(Beginning of Material shown)
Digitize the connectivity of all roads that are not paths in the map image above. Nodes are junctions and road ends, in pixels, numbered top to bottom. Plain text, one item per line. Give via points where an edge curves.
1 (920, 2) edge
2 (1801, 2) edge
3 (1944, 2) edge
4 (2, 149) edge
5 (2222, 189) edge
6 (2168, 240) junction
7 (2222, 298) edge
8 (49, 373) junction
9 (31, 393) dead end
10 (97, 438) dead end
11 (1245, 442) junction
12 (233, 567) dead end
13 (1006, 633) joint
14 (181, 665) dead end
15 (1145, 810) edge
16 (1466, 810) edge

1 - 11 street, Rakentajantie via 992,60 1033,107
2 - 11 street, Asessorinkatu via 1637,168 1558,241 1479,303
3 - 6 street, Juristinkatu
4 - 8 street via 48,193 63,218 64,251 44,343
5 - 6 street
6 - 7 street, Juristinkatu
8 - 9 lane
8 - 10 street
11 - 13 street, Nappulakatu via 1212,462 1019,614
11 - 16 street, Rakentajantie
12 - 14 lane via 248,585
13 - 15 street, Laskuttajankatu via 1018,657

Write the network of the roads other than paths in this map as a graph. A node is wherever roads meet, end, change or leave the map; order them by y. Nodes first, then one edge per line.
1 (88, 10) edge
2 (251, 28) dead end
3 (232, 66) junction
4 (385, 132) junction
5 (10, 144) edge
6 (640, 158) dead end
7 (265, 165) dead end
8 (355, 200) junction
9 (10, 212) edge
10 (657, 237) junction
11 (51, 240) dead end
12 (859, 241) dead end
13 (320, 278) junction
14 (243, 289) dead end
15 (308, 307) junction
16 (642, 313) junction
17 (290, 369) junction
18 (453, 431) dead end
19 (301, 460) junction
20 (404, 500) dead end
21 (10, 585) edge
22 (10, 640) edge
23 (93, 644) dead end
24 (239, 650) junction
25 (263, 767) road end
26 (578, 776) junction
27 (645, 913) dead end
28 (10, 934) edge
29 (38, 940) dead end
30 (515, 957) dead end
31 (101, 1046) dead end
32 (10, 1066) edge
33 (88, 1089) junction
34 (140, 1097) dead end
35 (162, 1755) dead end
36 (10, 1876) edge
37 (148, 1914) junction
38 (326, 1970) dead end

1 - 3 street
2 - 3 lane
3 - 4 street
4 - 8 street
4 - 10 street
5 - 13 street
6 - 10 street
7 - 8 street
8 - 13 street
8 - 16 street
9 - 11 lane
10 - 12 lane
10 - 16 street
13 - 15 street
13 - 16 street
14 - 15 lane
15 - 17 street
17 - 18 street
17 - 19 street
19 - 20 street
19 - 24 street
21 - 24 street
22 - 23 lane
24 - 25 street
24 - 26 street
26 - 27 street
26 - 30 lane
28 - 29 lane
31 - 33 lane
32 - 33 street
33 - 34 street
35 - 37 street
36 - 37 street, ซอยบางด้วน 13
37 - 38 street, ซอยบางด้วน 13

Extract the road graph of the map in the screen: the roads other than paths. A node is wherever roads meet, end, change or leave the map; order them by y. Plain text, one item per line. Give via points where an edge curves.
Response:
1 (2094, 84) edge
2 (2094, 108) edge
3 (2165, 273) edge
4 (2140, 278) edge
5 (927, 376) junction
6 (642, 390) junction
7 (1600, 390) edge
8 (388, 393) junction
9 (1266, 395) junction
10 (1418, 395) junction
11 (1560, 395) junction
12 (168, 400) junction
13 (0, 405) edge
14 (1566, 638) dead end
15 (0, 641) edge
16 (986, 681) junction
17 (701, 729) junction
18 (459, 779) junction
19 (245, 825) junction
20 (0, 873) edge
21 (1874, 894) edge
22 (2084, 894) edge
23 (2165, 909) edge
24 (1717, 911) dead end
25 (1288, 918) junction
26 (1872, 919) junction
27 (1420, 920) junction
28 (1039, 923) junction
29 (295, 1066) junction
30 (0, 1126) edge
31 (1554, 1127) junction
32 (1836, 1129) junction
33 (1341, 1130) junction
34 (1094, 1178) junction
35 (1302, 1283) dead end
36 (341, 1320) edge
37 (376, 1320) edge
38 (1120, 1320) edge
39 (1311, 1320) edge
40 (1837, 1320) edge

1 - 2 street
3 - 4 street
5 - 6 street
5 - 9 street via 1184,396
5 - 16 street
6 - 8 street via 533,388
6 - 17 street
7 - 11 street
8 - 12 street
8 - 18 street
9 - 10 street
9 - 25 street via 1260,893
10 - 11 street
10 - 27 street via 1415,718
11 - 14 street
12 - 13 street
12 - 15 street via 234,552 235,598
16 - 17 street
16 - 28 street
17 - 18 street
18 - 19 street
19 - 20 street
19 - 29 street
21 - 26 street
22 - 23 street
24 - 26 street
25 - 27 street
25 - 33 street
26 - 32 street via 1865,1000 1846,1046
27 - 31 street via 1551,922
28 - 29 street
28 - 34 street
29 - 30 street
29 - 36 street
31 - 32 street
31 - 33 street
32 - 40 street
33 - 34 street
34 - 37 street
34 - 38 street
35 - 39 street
(End of Material shown)
**How to complete this task:** Once you have counted the lines above that hold the word "item", report only that total.

**Solved exercise:** 2